55 See www.cep.gov [April 2017].
- the risks to the availability, consistency, and quality of statistical series if a provider discontinues or changes a nontraditional data source in significant ways and how those risks can be mitigated.
In the United States, a challenge that must first be addressed is the legality and feasibility of acquisition of data sources not already “owned” by a statistical agency. National Academies of Sciences, Engineering, and Medicine (2017b:1) concluded that “legal and administrative barriers limit the statistical use of administrative datasets by federal statistical agencies.” The problem is particularly acute for records for which states have custody; incentives (as some federal-state cooperative statistics programs provide) are likely needed for states to share their records for federal statistical purposes. For nontraditional data sources, such as scanner data and the like, the problems are more that such data vary greatly in their fitness for use in official statistics.
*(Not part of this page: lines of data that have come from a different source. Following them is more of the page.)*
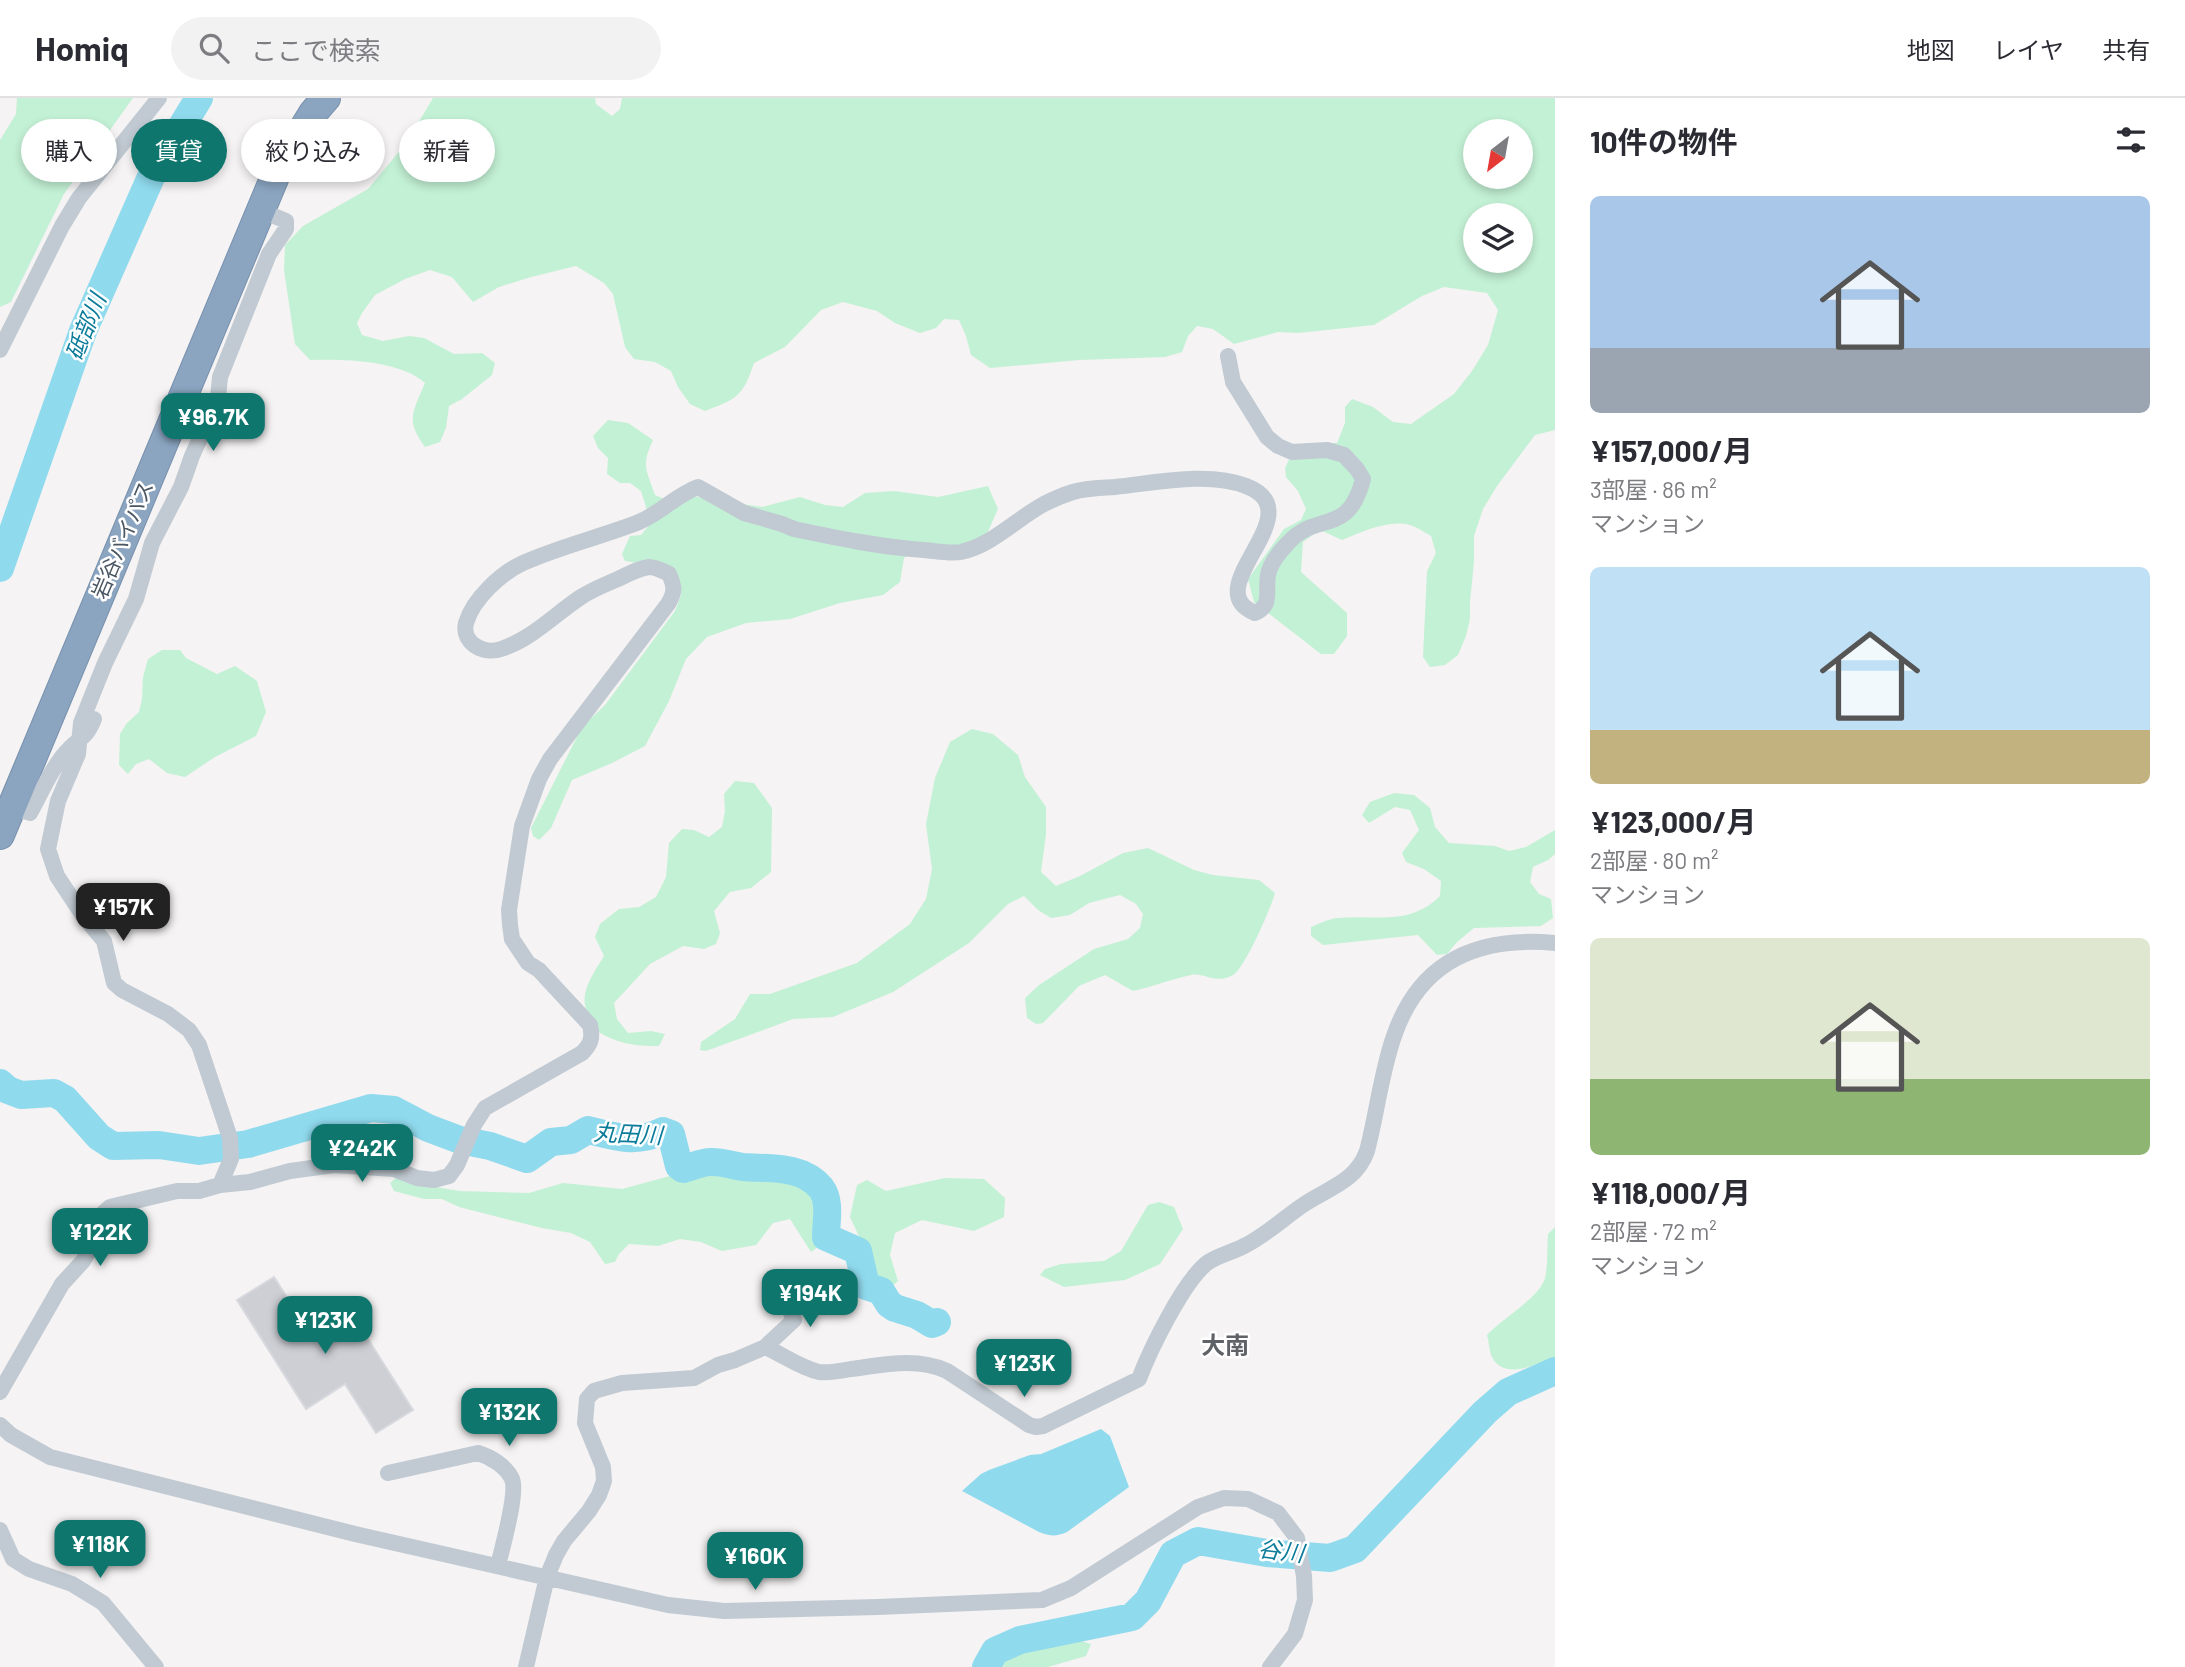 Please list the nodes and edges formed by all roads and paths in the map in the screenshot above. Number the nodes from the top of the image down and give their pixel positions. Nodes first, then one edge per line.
1 (159, 98) edge
2 (326, 98) edge
3 (260, 210) junction
4 (0, 350) edge
5 (1228, 356) dead end
6 (94, 719) dead end
7 (79, 741) junction
8 (12, 807) junction
9 (0, 835) edge
10 (1555, 943) edge
11 (220, 1185) junction
12 (783, 1294) dead end
13 (765, 1347) junction
14 (0, 1392) edge
15 (0, 1425) edge
16 (388, 1473) dead end
17 (0, 1530) edge
18 (498, 1566) junction
19 (547, 1577) junction
20 (156, 1667) edge
21 (526, 1667) edge
22 (1270, 1667) edge

1 - 4 street
2 - 3 highway, 岩谷バイパス
3 - 7 street
3 - 8 highway, 岩谷バイパス
5 - 11 street
6 - 7 street
7 - 8 street
7 - 11 street
8 - 9 highway, 岩谷バイパス
10 - 13 street
11 - 14 street
12 - 13 street
13 - 19 street
15 - 18 street
16 - 18 street
17 - 20 street
18 - 19 street
19 - 21 street
19 - 22 street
National Academies of Sciences, Engineering, and Medicine (2017b) recommended stepped-up efforts led by the Interagency Council on Statistical Policy to coordinate research to evaluate different nontraditional data sources, develop appropriate estimation methods based on combining data, develop quality metrics for combined estimates, implement state-of-the-art data privacy protection techniques, and similar matters (see Practice 13). The report also recommended (p. 2) that “a new entity or an existing entity should be designated to facilitate secure access to data for statistical purposes to enhance the quality of federal statistics.” The report argues that the current system—whereby individual statistical agencies must negotiate separately with other federal agencies, state agencies, and the private sector—is burdensome on all parties and precludes the necessary economies of scale for resolving the common challenges to realizing the potential of multiple data sources for statistics that meet user needs.